» EXERCISE DATA:
Content starts

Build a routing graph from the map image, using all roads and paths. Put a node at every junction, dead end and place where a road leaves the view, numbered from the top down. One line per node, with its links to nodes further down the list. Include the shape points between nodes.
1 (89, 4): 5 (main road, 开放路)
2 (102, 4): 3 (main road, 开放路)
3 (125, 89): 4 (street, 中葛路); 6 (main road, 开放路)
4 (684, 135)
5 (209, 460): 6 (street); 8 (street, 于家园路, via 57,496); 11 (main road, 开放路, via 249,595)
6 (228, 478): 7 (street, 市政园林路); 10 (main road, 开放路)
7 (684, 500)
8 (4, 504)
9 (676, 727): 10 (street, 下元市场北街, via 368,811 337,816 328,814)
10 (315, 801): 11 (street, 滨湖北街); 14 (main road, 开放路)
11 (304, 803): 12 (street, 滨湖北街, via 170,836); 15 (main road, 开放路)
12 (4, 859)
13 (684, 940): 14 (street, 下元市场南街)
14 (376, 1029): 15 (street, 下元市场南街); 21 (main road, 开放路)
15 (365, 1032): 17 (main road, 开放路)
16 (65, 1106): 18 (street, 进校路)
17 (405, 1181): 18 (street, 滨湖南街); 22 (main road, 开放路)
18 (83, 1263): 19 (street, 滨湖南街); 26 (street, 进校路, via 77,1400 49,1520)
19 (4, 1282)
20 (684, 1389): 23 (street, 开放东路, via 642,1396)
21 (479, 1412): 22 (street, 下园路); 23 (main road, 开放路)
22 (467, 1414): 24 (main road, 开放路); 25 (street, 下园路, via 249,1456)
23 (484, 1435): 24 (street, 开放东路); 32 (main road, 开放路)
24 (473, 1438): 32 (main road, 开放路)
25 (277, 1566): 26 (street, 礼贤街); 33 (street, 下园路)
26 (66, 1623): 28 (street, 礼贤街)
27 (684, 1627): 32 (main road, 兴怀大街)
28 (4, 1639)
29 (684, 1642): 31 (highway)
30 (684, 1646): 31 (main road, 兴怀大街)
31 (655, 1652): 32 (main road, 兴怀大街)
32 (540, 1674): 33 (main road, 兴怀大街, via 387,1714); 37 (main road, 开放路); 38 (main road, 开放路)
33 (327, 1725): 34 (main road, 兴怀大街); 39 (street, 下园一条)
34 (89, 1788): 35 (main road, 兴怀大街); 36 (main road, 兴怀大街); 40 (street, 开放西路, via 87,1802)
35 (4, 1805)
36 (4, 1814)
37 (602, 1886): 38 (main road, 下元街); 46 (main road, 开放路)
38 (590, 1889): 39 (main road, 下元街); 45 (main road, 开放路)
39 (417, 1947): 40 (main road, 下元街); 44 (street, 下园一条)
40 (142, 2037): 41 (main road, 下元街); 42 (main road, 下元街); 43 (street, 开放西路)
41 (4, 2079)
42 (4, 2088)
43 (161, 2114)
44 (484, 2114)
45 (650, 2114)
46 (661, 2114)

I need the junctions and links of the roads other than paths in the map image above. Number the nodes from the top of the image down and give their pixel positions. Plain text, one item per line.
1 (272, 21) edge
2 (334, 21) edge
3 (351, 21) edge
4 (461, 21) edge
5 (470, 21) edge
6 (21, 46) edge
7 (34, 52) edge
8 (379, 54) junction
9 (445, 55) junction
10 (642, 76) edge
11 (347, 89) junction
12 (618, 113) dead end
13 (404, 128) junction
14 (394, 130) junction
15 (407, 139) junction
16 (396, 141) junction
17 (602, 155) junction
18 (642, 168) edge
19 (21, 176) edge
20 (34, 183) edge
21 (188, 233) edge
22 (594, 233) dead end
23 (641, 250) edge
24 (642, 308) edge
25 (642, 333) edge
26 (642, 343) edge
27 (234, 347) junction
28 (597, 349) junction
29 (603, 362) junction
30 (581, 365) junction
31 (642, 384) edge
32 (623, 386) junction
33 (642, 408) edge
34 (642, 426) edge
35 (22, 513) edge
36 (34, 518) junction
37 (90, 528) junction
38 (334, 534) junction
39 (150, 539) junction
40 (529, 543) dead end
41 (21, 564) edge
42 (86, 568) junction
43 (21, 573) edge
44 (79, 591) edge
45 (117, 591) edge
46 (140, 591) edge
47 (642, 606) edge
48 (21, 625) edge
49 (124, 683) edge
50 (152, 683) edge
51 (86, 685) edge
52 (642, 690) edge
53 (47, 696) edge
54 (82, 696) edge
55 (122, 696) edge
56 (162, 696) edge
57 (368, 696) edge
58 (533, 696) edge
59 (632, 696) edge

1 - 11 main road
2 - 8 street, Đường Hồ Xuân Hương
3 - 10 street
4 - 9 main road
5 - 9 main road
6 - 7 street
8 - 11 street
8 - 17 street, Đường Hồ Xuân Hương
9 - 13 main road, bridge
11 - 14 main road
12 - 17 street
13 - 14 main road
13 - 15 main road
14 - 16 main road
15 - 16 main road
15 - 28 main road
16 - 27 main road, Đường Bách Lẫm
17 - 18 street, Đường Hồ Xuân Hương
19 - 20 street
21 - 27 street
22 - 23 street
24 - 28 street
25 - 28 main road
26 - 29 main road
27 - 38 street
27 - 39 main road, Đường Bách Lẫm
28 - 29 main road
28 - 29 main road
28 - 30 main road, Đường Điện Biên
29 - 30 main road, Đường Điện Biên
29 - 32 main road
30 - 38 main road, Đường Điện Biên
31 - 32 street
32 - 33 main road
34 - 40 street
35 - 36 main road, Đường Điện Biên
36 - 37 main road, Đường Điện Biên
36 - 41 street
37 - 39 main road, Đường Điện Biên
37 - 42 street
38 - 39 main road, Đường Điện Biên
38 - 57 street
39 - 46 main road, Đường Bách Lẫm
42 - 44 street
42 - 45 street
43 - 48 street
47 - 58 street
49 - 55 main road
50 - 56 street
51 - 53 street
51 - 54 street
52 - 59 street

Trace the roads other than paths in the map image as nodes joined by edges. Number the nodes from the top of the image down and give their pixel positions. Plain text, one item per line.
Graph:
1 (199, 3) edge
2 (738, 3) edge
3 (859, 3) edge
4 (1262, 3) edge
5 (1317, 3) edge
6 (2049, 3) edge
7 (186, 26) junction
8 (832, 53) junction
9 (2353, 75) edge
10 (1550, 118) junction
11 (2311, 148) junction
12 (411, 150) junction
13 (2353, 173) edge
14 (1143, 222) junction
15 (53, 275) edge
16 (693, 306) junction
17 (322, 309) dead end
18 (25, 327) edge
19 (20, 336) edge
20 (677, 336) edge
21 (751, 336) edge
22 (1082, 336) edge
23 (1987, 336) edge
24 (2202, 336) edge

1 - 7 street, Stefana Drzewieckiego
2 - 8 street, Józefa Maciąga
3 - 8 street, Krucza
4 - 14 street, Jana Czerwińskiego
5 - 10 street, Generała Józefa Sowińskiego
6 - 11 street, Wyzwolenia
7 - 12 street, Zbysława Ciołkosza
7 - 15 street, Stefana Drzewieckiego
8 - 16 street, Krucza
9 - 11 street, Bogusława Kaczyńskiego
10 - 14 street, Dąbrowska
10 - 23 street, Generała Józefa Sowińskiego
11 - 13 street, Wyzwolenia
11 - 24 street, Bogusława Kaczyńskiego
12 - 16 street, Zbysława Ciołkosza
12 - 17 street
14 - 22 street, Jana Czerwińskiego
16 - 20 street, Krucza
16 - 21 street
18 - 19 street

Content ends

» REQUIRED WORK: State the number of lines in the data that contain the word "下元市场南街", offering no other text.

» SOLUTION FOR THIS TASK: 2